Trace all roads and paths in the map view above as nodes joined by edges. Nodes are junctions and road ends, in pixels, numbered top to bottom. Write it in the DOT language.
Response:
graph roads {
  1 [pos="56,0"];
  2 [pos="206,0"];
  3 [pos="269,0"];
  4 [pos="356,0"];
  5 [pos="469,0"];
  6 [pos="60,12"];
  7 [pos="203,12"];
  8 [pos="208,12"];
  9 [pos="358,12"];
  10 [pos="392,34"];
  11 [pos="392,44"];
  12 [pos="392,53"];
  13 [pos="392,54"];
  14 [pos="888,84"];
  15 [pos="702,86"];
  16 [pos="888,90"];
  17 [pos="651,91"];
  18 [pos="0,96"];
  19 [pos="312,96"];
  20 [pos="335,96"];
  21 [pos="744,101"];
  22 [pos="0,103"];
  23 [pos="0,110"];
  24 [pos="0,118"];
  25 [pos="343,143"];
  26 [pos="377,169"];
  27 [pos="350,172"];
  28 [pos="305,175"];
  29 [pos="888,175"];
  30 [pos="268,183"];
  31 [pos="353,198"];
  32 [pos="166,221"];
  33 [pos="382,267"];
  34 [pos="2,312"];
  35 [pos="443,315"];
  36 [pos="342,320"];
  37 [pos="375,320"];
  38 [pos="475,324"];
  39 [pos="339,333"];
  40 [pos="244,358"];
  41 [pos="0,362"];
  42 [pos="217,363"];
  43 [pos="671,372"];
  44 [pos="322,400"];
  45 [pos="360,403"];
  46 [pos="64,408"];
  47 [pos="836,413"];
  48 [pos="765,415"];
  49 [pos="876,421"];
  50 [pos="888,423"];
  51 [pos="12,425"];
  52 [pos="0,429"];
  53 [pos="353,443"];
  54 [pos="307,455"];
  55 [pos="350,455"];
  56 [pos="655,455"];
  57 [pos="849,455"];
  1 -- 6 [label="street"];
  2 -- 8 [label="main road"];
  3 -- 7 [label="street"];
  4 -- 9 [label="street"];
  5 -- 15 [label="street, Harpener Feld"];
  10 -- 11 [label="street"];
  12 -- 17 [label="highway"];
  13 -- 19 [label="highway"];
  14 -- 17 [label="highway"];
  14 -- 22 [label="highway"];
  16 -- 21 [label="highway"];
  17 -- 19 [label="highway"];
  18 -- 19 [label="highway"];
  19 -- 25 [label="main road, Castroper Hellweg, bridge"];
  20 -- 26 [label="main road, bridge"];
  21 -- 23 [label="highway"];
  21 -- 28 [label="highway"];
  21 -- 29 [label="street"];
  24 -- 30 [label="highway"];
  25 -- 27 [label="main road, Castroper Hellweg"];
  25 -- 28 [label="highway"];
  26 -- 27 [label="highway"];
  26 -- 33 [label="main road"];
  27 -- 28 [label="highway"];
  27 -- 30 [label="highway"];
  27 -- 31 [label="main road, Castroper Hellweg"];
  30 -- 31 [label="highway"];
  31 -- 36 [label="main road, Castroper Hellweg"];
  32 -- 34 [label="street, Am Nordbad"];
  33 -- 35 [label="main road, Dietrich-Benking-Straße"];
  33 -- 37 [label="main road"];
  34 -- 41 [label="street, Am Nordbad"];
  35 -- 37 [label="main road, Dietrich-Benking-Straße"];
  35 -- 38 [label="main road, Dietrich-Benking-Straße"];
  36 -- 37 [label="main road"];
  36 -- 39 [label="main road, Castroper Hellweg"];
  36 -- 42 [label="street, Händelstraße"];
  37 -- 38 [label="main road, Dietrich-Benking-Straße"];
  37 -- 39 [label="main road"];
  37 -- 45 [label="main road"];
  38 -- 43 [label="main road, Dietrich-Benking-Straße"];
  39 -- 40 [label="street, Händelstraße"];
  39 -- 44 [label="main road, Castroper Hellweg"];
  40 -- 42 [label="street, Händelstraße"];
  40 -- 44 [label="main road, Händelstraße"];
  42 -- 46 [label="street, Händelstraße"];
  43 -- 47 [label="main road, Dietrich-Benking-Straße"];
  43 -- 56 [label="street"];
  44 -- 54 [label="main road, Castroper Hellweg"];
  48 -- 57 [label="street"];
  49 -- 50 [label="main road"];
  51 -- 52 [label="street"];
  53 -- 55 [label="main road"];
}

☆ ☆ ☆ ☆

Task item:
Respond with a number only, please: how many lines in this data include the word "bridge".

Written reply:
2